[Items from a data source]
=====

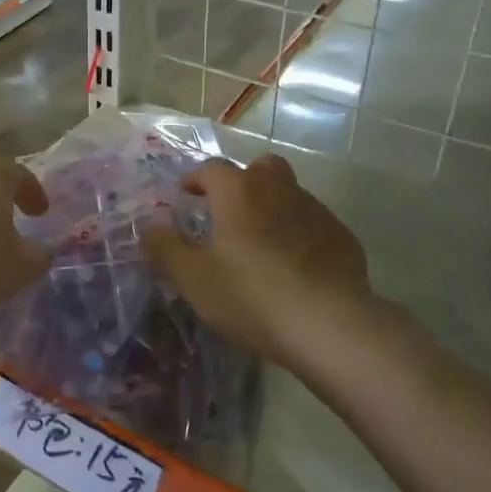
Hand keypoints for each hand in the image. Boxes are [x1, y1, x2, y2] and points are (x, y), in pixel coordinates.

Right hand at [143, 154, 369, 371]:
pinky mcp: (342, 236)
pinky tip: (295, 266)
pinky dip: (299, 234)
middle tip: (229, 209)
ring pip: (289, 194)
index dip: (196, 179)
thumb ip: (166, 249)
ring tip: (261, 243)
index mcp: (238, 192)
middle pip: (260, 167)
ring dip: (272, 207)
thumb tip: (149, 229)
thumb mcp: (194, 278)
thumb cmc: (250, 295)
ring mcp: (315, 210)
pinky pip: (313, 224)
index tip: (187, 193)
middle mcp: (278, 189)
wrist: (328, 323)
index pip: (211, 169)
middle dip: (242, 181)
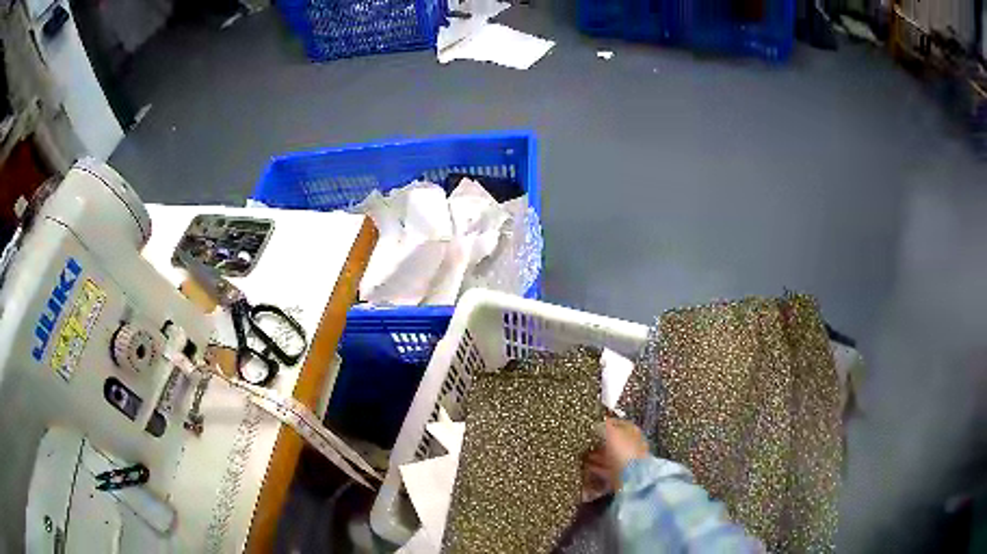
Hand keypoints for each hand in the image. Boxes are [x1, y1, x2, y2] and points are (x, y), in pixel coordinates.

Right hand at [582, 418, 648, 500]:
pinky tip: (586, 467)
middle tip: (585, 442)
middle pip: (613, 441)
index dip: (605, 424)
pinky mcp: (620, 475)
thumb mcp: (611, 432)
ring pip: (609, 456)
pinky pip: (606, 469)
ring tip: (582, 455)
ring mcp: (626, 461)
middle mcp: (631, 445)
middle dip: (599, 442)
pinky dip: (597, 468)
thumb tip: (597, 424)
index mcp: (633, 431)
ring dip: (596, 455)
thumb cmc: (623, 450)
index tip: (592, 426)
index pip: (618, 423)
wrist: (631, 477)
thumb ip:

=====

→ **INSTRUCTIONS FOR THE TASK**
The result is an exact copy of the lines from the one holding "ring tip: (261, 243)" through the final line of the data above, both ends included, minus the pictures.

→ **TASK OUTPUT**
ring tip: (261, 243)
index mcp: (238, 192)
middle pip: (260, 167)
ring dip: (272, 207)
thumb tip: (149, 229)
thumb mcp: (194, 278)
thumb cmc: (250, 295)
ring mcp: (315, 210)
pinky pip: (313, 224)
index tip: (187, 193)
middle mcp: (278, 189)
wrist: (328, 323)
index pip: (211, 169)
middle dip: (242, 181)
Hand keypoints for each hand in the image. Boxes are [x1, y1, x2, y2] and points are (x, y), in pixel coordinates.

Right hand at [582, 418, 648, 500]:
pinky tip: (586, 467)
middle tip: (585, 442)
middle pip: (613, 441)
index dip: (605, 424)
pinky mcp: (620, 475)
thumb mcp: (611, 432)
ring pip: (609, 456)
pinky pip: (606, 469)
ring tip: (582, 455)
ring mcp: (626, 461)
middle mcp: (631, 445)
middle dip: (599, 442)
pinky dip: (597, 468)
thumb tip: (597, 424)
index mcp: (633, 431)
ring dip: (596, 455)
thumb cmc: (623, 450)
index tip: (592, 426)
index pip: (618, 423)
wrist: (631, 477)
thumb ip:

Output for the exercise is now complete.